Do you recognize yourself in any of these postures? If you think that maybe you cross back and forth between a couple of them, you are not alone. Moral clarity is hard. Moral clarity about war is very hard. But that does not excuse us from trying. The main trouble for Christians, quite frankly, is Jesus. That is, the challenge to our comfort and ease, to our conventional wisdom about 'success,' to our regular, secular way of thinking about things, is Christ crucified - folly for sure if the measure of all things is military power or economic power or political power. Because Jesus clearly does not have any one of these things. Do you remember that scene from the gospels where Jesus has been arrested and is standing before Pilate to be tried, as told in the Gospel of John (John 18:33-38)? Pilate asks of him, "Are you the King of the Jews?" meaning something entirely political, the only kind of kingship Pilate would know or care anything about, the kind that could threaten him. Meaning, how many swords do you have? How many guns? How many bombs? How much oil? Those are the sorts of things that count for the sort of leader Pilate is. But in response to the word "king," Jesus replies with something like, Well, that's your term, not mine (v. 37). My 'kingdom' is not what you mean by the word 'kingdom.' My kingdom is not of this world. If it were, my friends would be fighting right now - literally -- to get me released. But they're not. I have come to bear witness to the truth. Then Pilate delivers the haunting and memorable, What is truth? With that, we are left with the jaw-dropping truth that of all the causes in the world, even Jesus' cause does not justify violence; that if his life and death show us anything at all, it is that evil is met and transcended not by returning it, but by refusing to return it, by refusing to become just like the thing we hate, by being steadfastly willing to witness to another truth and another way entirely. Is that foolishness? A weak stumbling block for rational people? A naivete you can't possibly live on? Or is it the deepest of sacred wisdom? The heart of how the universe is made? God's own hope for the world?

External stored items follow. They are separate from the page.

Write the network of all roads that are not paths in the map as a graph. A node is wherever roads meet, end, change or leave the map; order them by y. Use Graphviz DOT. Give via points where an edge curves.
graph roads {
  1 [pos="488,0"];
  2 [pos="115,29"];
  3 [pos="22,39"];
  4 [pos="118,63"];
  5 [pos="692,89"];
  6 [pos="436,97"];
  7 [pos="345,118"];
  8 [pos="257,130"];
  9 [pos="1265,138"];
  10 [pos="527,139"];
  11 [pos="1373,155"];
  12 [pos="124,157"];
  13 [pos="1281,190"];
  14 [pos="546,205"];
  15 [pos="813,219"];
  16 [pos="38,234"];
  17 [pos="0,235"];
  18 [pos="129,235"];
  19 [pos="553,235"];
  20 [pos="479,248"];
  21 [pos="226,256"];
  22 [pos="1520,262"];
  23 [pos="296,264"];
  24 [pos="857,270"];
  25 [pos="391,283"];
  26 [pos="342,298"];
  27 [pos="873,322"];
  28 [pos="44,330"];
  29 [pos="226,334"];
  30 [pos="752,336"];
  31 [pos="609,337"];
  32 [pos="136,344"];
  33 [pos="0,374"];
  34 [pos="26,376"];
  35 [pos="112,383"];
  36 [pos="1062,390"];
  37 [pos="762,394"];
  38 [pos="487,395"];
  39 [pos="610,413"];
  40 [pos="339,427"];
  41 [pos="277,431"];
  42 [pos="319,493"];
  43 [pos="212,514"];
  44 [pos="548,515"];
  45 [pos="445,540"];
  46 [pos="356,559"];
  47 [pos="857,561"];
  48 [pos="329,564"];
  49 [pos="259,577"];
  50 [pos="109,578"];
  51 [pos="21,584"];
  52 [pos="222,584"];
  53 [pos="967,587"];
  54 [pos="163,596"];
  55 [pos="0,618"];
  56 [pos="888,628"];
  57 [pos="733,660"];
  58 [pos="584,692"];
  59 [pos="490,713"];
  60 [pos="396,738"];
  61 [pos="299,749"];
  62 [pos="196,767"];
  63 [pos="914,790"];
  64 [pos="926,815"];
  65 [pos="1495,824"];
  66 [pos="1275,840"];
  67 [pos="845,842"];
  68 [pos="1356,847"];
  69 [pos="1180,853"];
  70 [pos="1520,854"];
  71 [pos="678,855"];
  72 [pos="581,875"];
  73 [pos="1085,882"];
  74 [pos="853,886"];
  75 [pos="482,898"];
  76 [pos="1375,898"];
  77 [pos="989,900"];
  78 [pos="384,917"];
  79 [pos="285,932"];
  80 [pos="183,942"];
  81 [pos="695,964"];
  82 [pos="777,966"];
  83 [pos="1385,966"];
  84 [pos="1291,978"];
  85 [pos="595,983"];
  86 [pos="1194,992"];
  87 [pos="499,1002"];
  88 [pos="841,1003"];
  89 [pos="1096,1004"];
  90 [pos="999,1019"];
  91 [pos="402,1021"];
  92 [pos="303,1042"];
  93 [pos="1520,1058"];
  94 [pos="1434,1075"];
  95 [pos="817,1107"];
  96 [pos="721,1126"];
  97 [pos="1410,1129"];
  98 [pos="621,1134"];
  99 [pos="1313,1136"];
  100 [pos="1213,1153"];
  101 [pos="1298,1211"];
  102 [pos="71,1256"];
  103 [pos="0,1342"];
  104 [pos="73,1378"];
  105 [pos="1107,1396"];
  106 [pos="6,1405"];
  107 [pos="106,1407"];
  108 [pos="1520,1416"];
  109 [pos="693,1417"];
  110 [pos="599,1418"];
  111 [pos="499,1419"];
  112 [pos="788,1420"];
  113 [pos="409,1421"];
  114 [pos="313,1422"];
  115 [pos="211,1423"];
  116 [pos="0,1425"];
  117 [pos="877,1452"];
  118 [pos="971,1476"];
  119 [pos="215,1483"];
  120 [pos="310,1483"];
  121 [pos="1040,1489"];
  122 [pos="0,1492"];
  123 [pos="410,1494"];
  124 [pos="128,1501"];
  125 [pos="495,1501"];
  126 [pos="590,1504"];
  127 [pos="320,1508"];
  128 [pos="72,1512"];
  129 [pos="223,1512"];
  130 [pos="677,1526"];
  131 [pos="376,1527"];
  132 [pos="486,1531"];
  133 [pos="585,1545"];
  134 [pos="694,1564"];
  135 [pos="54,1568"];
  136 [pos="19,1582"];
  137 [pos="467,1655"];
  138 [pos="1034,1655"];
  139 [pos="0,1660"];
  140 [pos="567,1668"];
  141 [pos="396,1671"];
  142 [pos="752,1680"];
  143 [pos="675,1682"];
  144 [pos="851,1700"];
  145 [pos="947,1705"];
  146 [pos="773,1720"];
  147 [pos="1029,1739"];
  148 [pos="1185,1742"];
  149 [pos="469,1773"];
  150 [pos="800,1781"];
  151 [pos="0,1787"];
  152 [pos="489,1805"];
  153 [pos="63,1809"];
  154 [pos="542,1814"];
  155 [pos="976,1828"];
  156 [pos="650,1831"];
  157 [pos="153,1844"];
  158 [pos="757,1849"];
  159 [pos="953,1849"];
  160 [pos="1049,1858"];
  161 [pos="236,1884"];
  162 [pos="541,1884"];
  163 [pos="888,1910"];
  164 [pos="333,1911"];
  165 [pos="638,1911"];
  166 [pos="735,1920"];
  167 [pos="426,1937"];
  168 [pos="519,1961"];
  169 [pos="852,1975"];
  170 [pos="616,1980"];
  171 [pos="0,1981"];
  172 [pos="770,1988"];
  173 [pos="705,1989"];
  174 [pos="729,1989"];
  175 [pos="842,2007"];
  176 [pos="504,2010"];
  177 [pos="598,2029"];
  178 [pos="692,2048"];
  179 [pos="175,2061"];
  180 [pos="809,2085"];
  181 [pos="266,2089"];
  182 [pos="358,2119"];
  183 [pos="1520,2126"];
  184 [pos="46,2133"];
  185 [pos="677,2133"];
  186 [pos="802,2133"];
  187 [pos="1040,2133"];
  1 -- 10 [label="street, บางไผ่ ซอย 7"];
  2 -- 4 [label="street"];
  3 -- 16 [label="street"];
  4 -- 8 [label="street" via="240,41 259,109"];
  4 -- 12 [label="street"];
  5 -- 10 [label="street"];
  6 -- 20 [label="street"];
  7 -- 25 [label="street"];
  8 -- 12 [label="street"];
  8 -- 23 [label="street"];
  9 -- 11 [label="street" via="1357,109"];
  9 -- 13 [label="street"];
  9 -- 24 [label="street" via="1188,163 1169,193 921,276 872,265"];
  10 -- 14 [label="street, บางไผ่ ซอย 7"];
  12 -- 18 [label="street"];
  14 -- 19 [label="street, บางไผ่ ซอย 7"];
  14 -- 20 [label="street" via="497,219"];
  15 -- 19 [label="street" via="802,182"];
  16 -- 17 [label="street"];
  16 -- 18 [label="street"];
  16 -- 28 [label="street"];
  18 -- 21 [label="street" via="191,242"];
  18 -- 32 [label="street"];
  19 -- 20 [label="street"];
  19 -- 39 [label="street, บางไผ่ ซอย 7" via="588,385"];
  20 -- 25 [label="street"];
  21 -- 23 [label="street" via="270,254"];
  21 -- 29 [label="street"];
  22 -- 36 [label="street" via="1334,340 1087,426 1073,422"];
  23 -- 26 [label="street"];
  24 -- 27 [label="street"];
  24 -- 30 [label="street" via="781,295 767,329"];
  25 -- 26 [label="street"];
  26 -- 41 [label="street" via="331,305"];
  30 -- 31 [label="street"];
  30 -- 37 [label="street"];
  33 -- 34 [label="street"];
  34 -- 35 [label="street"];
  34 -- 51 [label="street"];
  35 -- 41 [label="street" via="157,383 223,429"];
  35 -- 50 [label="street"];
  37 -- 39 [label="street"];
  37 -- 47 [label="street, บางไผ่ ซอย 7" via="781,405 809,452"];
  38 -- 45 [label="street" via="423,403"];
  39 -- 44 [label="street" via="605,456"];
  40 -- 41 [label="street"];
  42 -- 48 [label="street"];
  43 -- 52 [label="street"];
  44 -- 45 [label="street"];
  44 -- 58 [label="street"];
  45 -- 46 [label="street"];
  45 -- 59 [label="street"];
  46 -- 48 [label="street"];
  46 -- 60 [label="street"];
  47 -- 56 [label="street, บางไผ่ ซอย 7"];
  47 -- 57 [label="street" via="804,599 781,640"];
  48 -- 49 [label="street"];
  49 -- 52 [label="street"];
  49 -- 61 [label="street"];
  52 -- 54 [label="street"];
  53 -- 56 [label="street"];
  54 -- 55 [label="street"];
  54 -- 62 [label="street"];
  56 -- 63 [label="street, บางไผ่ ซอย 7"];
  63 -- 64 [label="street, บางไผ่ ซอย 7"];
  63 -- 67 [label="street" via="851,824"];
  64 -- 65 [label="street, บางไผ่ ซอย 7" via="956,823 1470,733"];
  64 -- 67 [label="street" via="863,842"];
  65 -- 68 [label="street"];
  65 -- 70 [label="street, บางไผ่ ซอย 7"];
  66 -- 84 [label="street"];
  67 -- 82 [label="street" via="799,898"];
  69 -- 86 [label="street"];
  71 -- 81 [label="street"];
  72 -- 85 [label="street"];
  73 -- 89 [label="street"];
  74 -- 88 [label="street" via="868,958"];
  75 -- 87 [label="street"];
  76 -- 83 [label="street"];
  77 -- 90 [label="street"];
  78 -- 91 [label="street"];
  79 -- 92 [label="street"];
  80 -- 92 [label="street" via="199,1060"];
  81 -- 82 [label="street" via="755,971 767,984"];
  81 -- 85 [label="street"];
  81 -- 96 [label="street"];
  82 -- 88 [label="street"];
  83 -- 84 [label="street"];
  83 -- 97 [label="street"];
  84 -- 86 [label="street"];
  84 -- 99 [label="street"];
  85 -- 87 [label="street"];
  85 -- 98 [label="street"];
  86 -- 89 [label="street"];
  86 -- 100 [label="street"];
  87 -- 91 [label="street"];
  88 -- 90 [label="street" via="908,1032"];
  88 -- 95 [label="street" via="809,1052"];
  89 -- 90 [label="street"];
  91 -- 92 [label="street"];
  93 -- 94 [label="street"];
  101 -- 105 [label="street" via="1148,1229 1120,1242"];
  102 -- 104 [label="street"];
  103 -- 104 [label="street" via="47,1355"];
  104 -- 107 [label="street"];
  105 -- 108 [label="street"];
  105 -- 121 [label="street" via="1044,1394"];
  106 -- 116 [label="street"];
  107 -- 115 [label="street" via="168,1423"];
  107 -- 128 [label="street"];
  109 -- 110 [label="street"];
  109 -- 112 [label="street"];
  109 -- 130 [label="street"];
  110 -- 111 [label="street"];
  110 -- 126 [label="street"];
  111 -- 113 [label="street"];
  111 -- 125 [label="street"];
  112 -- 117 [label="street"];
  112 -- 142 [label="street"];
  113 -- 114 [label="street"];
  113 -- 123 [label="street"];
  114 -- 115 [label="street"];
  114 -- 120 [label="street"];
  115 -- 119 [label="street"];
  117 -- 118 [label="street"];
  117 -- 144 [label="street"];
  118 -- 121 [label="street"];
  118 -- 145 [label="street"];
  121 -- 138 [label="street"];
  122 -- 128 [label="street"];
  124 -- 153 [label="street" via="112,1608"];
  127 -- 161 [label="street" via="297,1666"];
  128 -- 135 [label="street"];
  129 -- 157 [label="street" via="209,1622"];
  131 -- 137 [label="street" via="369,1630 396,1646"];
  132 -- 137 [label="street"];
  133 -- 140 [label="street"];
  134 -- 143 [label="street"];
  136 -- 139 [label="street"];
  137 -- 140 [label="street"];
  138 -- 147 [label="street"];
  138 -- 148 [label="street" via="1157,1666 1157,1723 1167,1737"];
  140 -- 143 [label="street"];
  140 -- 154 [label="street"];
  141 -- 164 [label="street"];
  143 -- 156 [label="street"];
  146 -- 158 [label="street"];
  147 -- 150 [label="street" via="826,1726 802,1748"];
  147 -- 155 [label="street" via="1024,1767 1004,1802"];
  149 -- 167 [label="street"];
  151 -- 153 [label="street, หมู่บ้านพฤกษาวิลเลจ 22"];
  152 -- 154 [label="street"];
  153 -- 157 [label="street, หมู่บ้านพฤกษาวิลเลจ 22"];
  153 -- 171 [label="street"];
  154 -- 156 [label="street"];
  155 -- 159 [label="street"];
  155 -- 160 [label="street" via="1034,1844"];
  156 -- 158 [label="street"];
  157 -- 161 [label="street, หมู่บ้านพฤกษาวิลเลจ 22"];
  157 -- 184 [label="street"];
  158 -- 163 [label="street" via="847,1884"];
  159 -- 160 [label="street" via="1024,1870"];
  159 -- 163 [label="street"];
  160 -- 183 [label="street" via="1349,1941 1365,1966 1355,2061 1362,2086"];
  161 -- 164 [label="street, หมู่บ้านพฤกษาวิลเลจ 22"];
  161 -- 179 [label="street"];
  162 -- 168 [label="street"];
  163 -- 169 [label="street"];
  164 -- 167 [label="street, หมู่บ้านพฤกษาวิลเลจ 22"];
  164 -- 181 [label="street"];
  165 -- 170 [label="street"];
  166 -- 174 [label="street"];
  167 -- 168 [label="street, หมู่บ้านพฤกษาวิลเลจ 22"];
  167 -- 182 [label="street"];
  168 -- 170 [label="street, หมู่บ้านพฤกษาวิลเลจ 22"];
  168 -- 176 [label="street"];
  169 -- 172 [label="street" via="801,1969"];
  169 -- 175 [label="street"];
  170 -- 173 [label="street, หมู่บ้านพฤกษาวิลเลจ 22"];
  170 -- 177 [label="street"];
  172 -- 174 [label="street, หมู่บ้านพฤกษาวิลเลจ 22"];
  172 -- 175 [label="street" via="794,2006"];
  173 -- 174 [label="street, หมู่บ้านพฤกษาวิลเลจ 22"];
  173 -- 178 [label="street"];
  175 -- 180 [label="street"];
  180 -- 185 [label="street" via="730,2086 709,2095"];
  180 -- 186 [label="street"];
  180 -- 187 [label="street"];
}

Although my own view is that we should not be taking the actions we are now taking, I do not for a minute believe that everybody who wants us to be in a war or who is actually fighting the war in some capacity, is a bad person. (What incredibly brave self-giving there is among those who are in the middle of danger, far from their families....) But I do believe that collectively, as human societies across the whole world, we are in the grip of a bad idea, and that is that violence saves. That somehow, humans bringing ferocious brutality and suffering upon other humans, in displays of a certain type of power, will get us to the promised land. Martin Luther King, Jr., one of the great American heroes of non-violence, is remembered for saying, "Returning violence for violence multiplies violence, adding deeper darkness to a night already devoid of stars.

Darkness cannot drive out darkness, only light can do that. Hate cannot drive out hate; only love can do that." Folly? Foolishness? Stumbling block? Or the wisdom and hope of God, who made the world to be one whole, unified and illuminated thing?

Here is a prayer I found this week:

If you were busier, Lord, you would not bother with us. But you have time to listen, so we praise you for having all things in proportion, and a time in your silence for us to speak.

If you were wiser, Lord, You would not bother with us. But you are foolish, and thus we are your choice. So, we praise you that your kingdom is indeed upside down, That your standards are not the world's standards, That you have bent down to touch us.

If you were content, Lord, You would not bother with us. But you are restless: Through anger, through excitement, through love, You will all things to change and be made new. So, we praise you that your restlessness has been born in us, In the pain of the world, The cries of your people, The urgency of your gospel, The holiness of your Spirit. Upset our easiness, and require us to respond.**

May it be so with us. Amen.

*See Jimmy Carter,"A Just War or Just War?" an op-ed in the New York Times, March 9, 2003.

** In Bread of Tomorrow: Prayers for the Church Year, ed. Janet Morley, 1992.